Side Boundary potentials for a Kolmogorov-type PDE

TL;DR

This paper introduces a novel method for solving a Kolmogorov-type hypoelliptic PDE with boundary conditions by constructing an approximate boundary potential and formulating a boundary-domain Volterra equation, revealing boundary effects and periodic behaviors.

Contribution

It develops a new approach using boundary potentials and Volterra equations to solve hypoelliptic PDEs with boundary conditions, including polynomial corrections for improved accuracy.

Findings

Constructed an approximate boundary potential capturing boundary effects.

Formulated a boundary-domain Volterra integral equation for the PDE.
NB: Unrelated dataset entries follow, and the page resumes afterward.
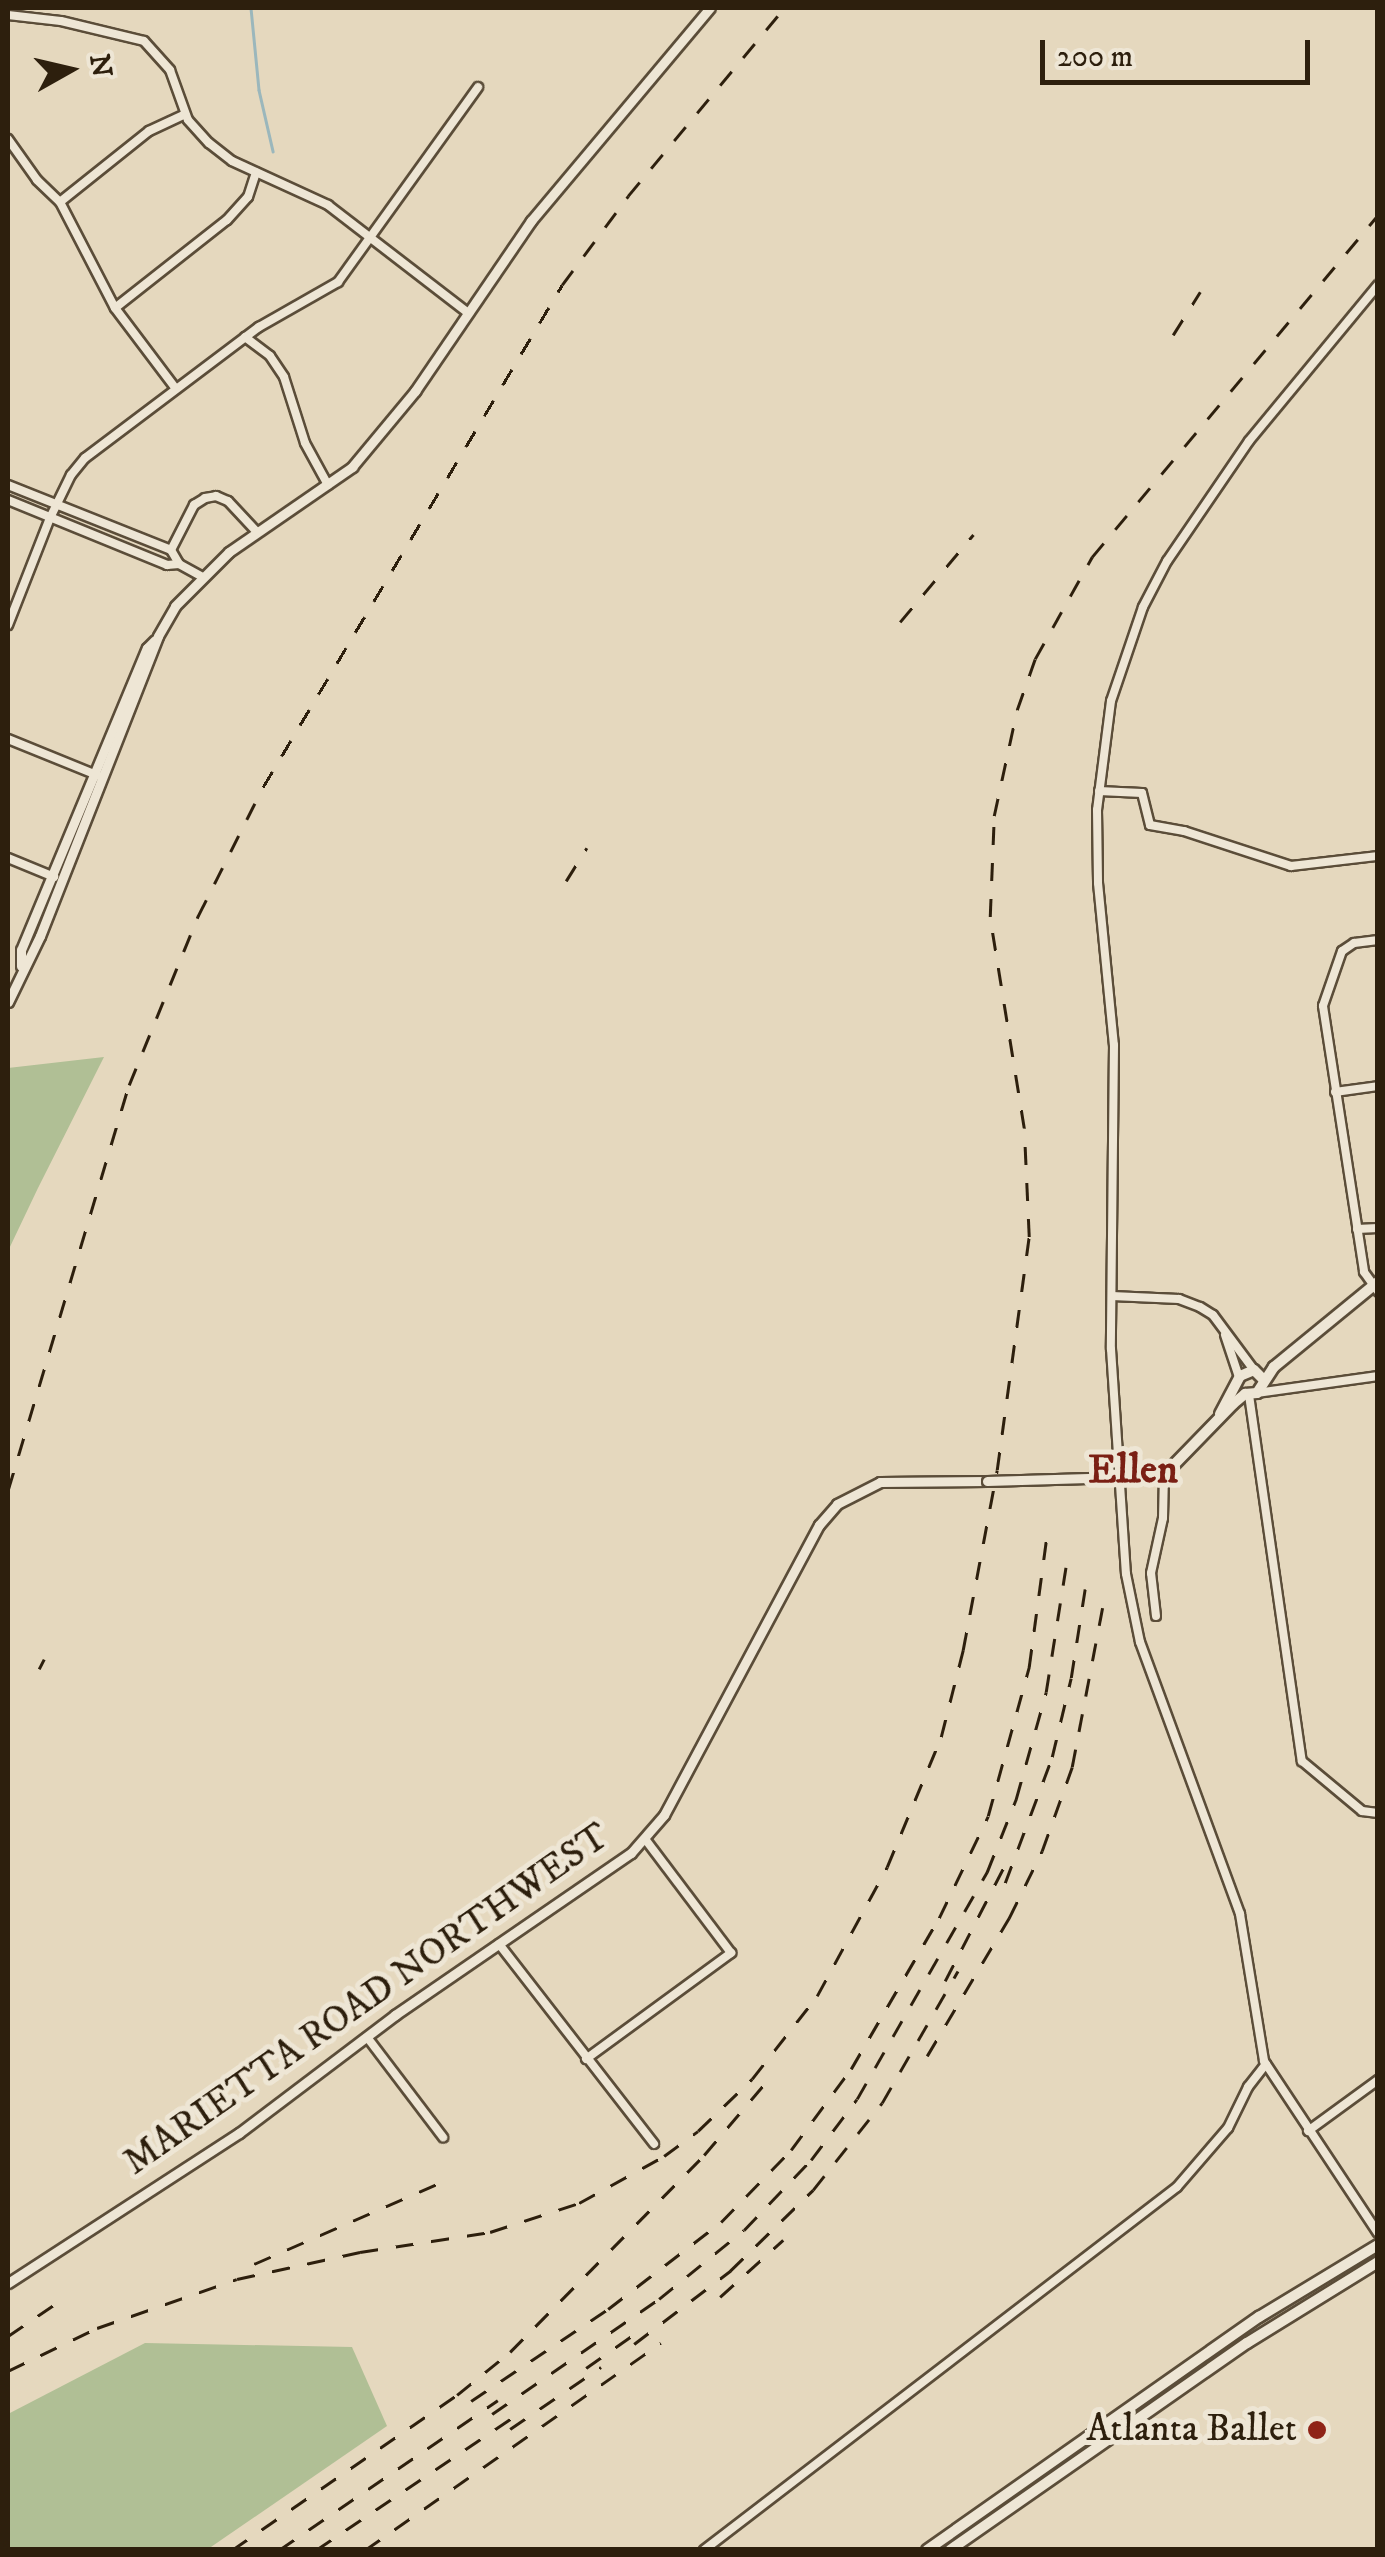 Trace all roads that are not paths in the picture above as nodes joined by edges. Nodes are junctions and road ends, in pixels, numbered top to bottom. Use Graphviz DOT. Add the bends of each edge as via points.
graph roads {
  1 [pos="710,8"];
  2 [pos="8,14"];
  3 [pos="478,87"];
  4 [pos="185,114"];
  5 [pos="8,139"];
  6 [pos="256,172"];
  7 [pos="60,202"];
  8 [pos="374,238"];
  9 [pos="1378,285"];
  10 [pos="115,308"];
  11 [pos="467,312"];
  12 [pos="246,337"];
  13 [pos="176,389"];
  14 [pos="8,484"];
  15 [pos="328,485"];
  16 [pos="8,500"];
  17 [pos="57,504"];
  18 [pos="50,518"];
  19 [pos="257,532"];
  20 [pos="170,550"];
  21 [pos="179,564"];
  22 [pos="202,577"];
  23 [pos="8,625"];
  24 [pos="8,739"];
  25 [pos="99,776"];
  26 [pos="1099,791"];
  27 [pos="1378,856"];
  28 [pos="8,858"];
  29 [pos="54,877"];
  30 [pos="1378,940"];
  31 [pos="21,969"];
  32 [pos="12,978"];
  33 [pos="8,999"];
  34 [pos="1378,1086"];
  35 [pos="1335,1092"];
  36 [pos="1378,1228"];
  37 [pos="1357,1229"];
  38 [pos="1376,1286"];
  39 [pos="1112,1296"];
  40 [pos="1225,1335"];
  41 [pos="1378,1376"];
  42 [pos="1238,1380"];
  43 [pos="1256,1384"];
  44 [pos="1218,1420"];
  45 [pos="1160,1475"];
  46 [pos="1156,1616"];
  47 [pos="1378,1813"];
  48 [pos="645,1839"];
  49 [pos="500,1944"];
  50 [pos="366,2037"];
  51 [pos="586,2059"];
  52 [pos="1266,2064"];
  53 [pos="1378,2080"];
  54 [pos="1308,2132"];
  55 [pos="443,2137"];
  56 [pos="654,2144"];
  57 [pos="1378,2234"];
  58 [pos="1378,2245"];
  59 [pos="1378,2262"];
  60 [pos="8,2282"];
  61 [pos="704,2550"];
  62 [pos="927,2550"];
  63 [pos="950,2550"];
  1 -- 11 [label="street" via="531,221"];
  2 -- 4 [label="street" via="144,41 170,70"];
  3 -- 8 [label="street"];
  4 -- 6 [label="street" via="209,144"];
  4 -- 7 [label="street" via="149,131"];
  5 -- 7 [label="street"];
  6 -- 8 [label="street" via="328,205"];
  6 -- 10 [label="street" via="248,197 228,220"];
  7 -- 10 [label="street"];
  8 -- 11 [label="street"];
  8 -- 12 [label="street" via="338,282"];
  9 -- 26 [label="street" via="1240,454 1167,561 1124,656"];
  10 -- 13 [label="street"];
  11 -- 15 [label="street" via="415,391 352,467"];
  12 -- 13 [label="street"];
  12 -- 15 [label="street" via="284,377 305,444"];
  13 -- 17 [label="street" via="85,458"];
  14 -- 17 [label="street"];
  15 -- 19 [label="street"];
  16 -- 18 [label="street"];
  17 -- 18 [label="street"];
  17 -- 20 [label="street"];
  18 -- 21 [label="street"];
  18 -- 23 [label="street"];
  19 -- 20 [label="street" via="228,502 205,498 194,504"];
  19 -- 22 [label="street"];
  20 -- 21 [label="street"];
  21 -- 22 [label="street"];
  22 -- 25 [label="street" via="158,636"];
  24 -- 25 [label="street"];
  25 -- 29 [label="street"];
  25 -- 31 [label="street" via="40,936"];
  26 -- 27 [label="street" via="1142,793 1150,825 1291,866"];
  26 -- 39 [label="street" via="1098,883 1115,1090"];
  28 -- 29 [label="street"];
  29 -- 31 [label="street" via="21,950"];
  30 -- 35 [label="street" via="1342,951 1326,992"];
  31 -- 32 [label="street"];
  32 -- 33 [label="street"];
  34 -- 35 [label="street"];
  35 -- 37 [label="street"];
  36 -- 37 [label="street"];
  37 -- 38 [label="street" via="1364,1272"];
  38 -- 43 [label="main road"];
  39 -- 40 [label="street" via="1200,1306"];
  39 -- 52 [label="street" via="1126,1574 1140,1642 1240,1914"];
  40 -- 42 [label="street"];
  40 -- 43 [label="street"];
  41 -- 43 [label="street" via="1278,1390"];
  42 -- 43 [label="main road"];
  42 -- 43 [label="main road"];
  42 -- 44 [label="main road"];
  43 -- 44 [label="main road"];
  43 -- 47 [label="street" via="1302,1761 1362,1811"];
  44 -- 45 [label="main road"];
  45 -- 46 [label="street" via="1164,1518 1152,1574"];
  45 -- 48 [label="street, MARIETTA ROAD NORTHWEST, bridge" via="880,1482 848,1496 827,1514"];
  48 -- 49 [label="street, MARIETTA ROAD NORTHWEST"];
  48 -- 51 [label="street" via="731,1952"];
  49 -- 50 [label="street, MARIETTA ROAD NORTHWEST"];
  49 -- 51 [label="street"];
  50 -- 55 [label="street"];
  50 -- 60 [label="street, MARIETTA ROAD NORTHWEST" via="240,2133"];
  51 -- 56 [label="street"];
  52 -- 54 [label="street"];
  52 -- 61 [label="street" via="1228,2128 1178,2187"];
  53 -- 54 [label="street"];
  54 -- 57 [label="street"];
  58 -- 62 [label="main road" via="1259,2318"];
  59 -- 63 [label="main road" via="1246,2343"];
} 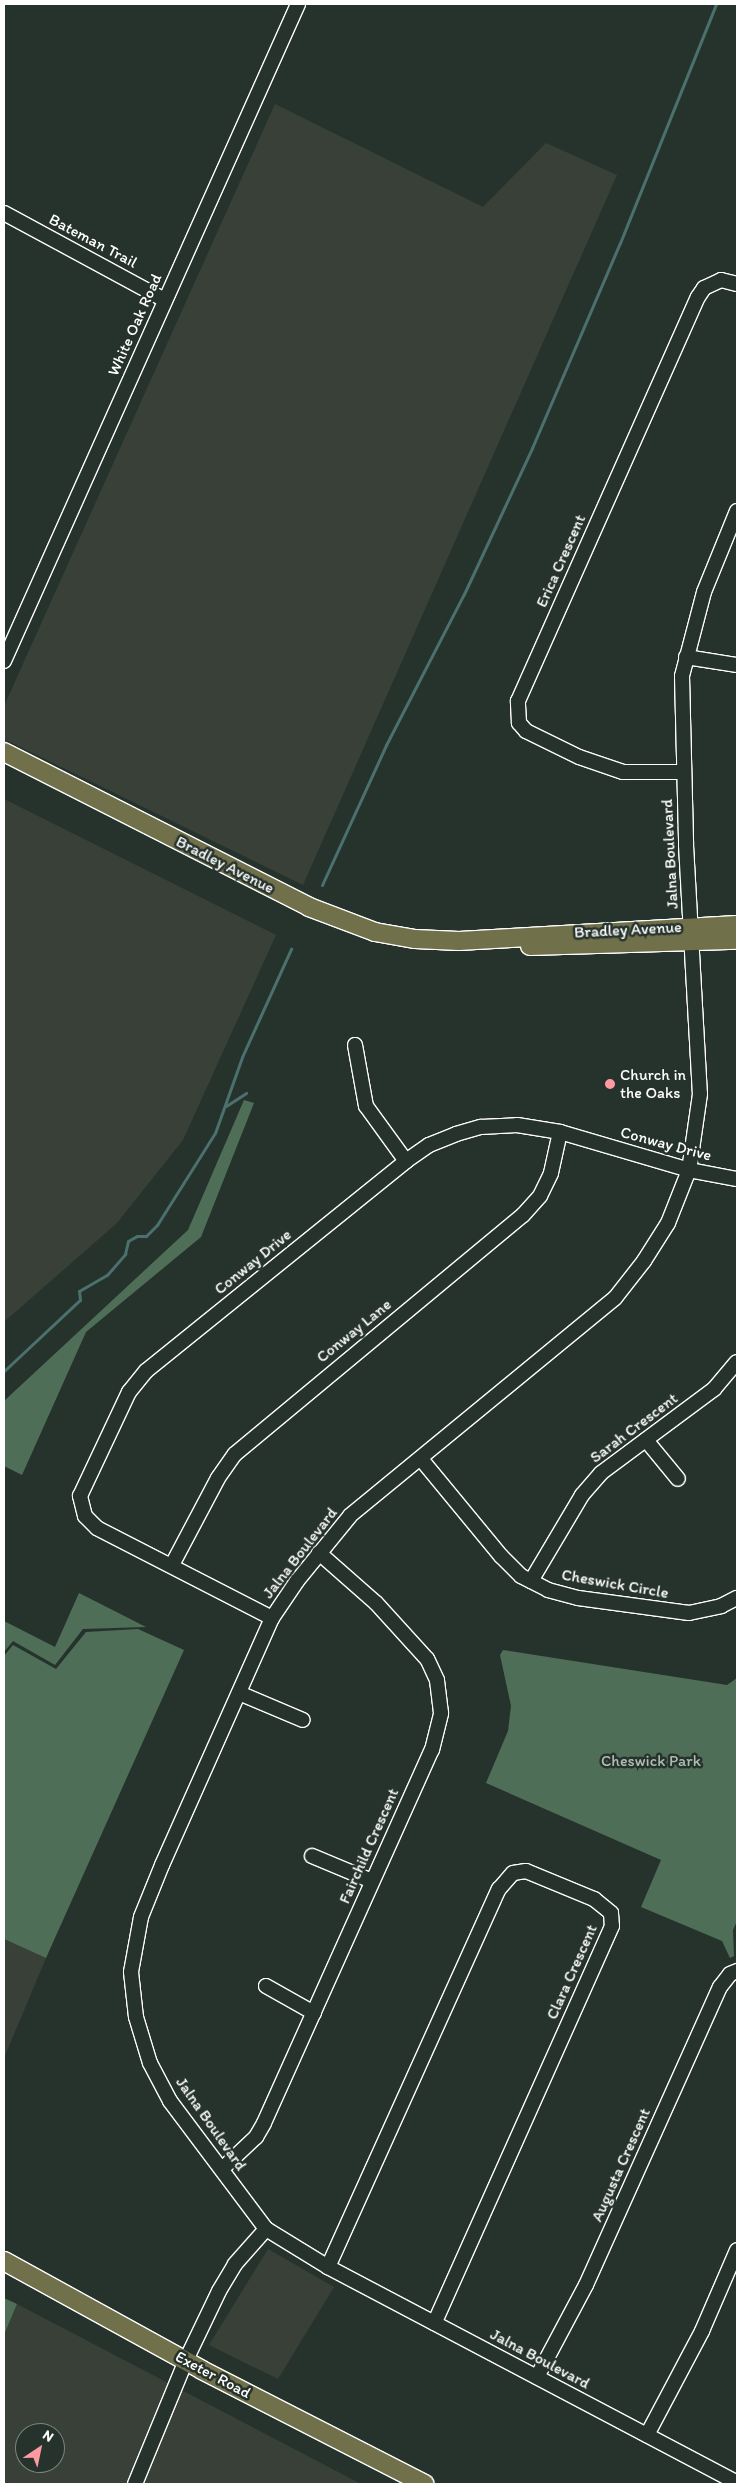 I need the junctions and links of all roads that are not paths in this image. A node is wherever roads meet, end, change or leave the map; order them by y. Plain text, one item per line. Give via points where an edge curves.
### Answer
1 (298, 4) edge
2 (4, 213) edge
3 (737, 284) edge
4 (165, 300) junction
5 (737, 511) edge
6 (686, 657) junction
7 (4, 661) edge
8 (737, 665) edge
9 (4, 752) edge
10 (683, 772) junction
11 (737, 924) edge
12 (691, 934) junction
13 (737, 940) edge
14 (354, 1045) dead end
15 (560, 1132) junction
16 (406, 1161) junction
17 (689, 1170) junction
18 (737, 1179) edge
19 (737, 1362) edge
20 (646, 1440) junction
21 (421, 1459) junction
22 (678, 1480) dead end
23 (319, 1553) junction
24 (172, 1565) junction
25 (531, 1581) junction
26 (737, 1598) edge
27 (272, 1618) junction
28 (239, 1693) junction
29 (303, 1720) dead end
30 (312, 1856) dead end
31 (372, 1881) junction
32 (737, 1970) edge
33 (266, 1986) dead end
34 (314, 2013) junction
35 (222, 2170) junction
36 (266, 2229) junction
37 (737, 2250) edge
38 (4, 2261) edge
39 (328, 2267) junction
40 (434, 2323) junction
41 (186, 2360) junction
42 (537, 2377) junction
43 (647, 2435) junction
44 (737, 2482) edge
45 (135, 2484) edge
46 (424, 2484) edge

1 - 4 street, White Oak Road
2 - 4 street, Bateman Trail
3 - 10 street, Erica Crescent via 721,280 704,288 698,297 518,701 519,723 526,731 594,763 623,772
4 - 7 street, White Oak Road
5 - 6 street, Jalna Boulevard via 704,592
6 - 8 street
6 - 10 street, Jalna Boulevard via 682,676
9 - 12 main road, Bradley Avenue via 330,916 397,936 504,946
10 - 12 street, Jalna Boulevard
11 - 12 main road, Bradley Avenue
12 - 13 main road, Bradley Avenue
12 - 17 street, Jalna Boulevard via 700,1094
14 - 16 street via 366,1106
15 - 16 street, Conway Drive via 516,1125 481,1127 429,1145
15 - 17 street, Conway Drive
15 - 24 street, Conway Lane via 551,1173 540,1196 523,1215 235,1454 218,1478
16 - 24 street, Conway Drive via 146,1371 129,1392 80,1496 84,1516 97,1528
17 - 18 street, Conway Drive
17 - 21 street, Jalna Boulevard via 668,1223 615,1298
19 - 20 street, Sarah Crescent via 714,1389
20 - 22 street
20 - 25 street, Sarah Crescent via 601,1473 582,1495
21 - 23 street, Jalna Boulevard via 350,1516
21 - 25 street, Cheswick Circle via 501,1556
23 - 27 street, Jalna Boulevard
23 - 31 street, Fairchild Crescent via 376,1603 426,1659 437,1680 441,1713 432,1750
24 - 27 street, Conway Drive
25 - 26 street, Cheswick Circle via 578,1598 689,1614 721,1606
27 - 28 street, Jalna Boulevard
28 - 29 street
28 - 35 street, Jalna Boulevard via 141,1917 131,1972 136,2017 150,2063 170,2101
30 - 31 street
31 - 34 street, Fairchild Crescent
32 - 42 street, Augusta Crescent via 720,1987 586,2286
33 - 34 street
34 - 35 street, Fairchild Crescent via 256,2137
35 - 36 street, Jalna Boulevard
36 - 39 street, Jalna Boulevard
36 - 41 street via 236,2264 219,2291
37 - 43 street via 702,2331
38 - 41 main road, Exeter Road
39 - 40 street, Jalna Boulevard
39 - 40 street, Clara Crescent via 499,1889 513,1873 526,1871 594,1899 611,1913 612,1926
40 - 42 street, Jalna Boulevard
41 - 45 street
41 - 46 main road, Exeter Road
42 - 43 street, Jalna Boulevard
43 - 44 street, Jalna Boulevard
Revealed periodic behavior in solution bounds due to boundary effects.

Abstract

We solve a Kolmogorov-type hypoelliptic parabolic partial differential equation with a "side" boundary condition (in the direction of the weak H\"ormander condition). We construct an approximate boundary potential which captures the effect of the boundary condition. Integrals against this approximate boundary potential have a novel discontinuity at the boundary. We introduce some polynomial corrections to this approximate boundary potential and then construct a boundary-domain Volterra equation to solve the original partial differential equation. This Volterra integral equation is iteratively solved, and the bounds contain a periodic behavior resulting from the boundary effects.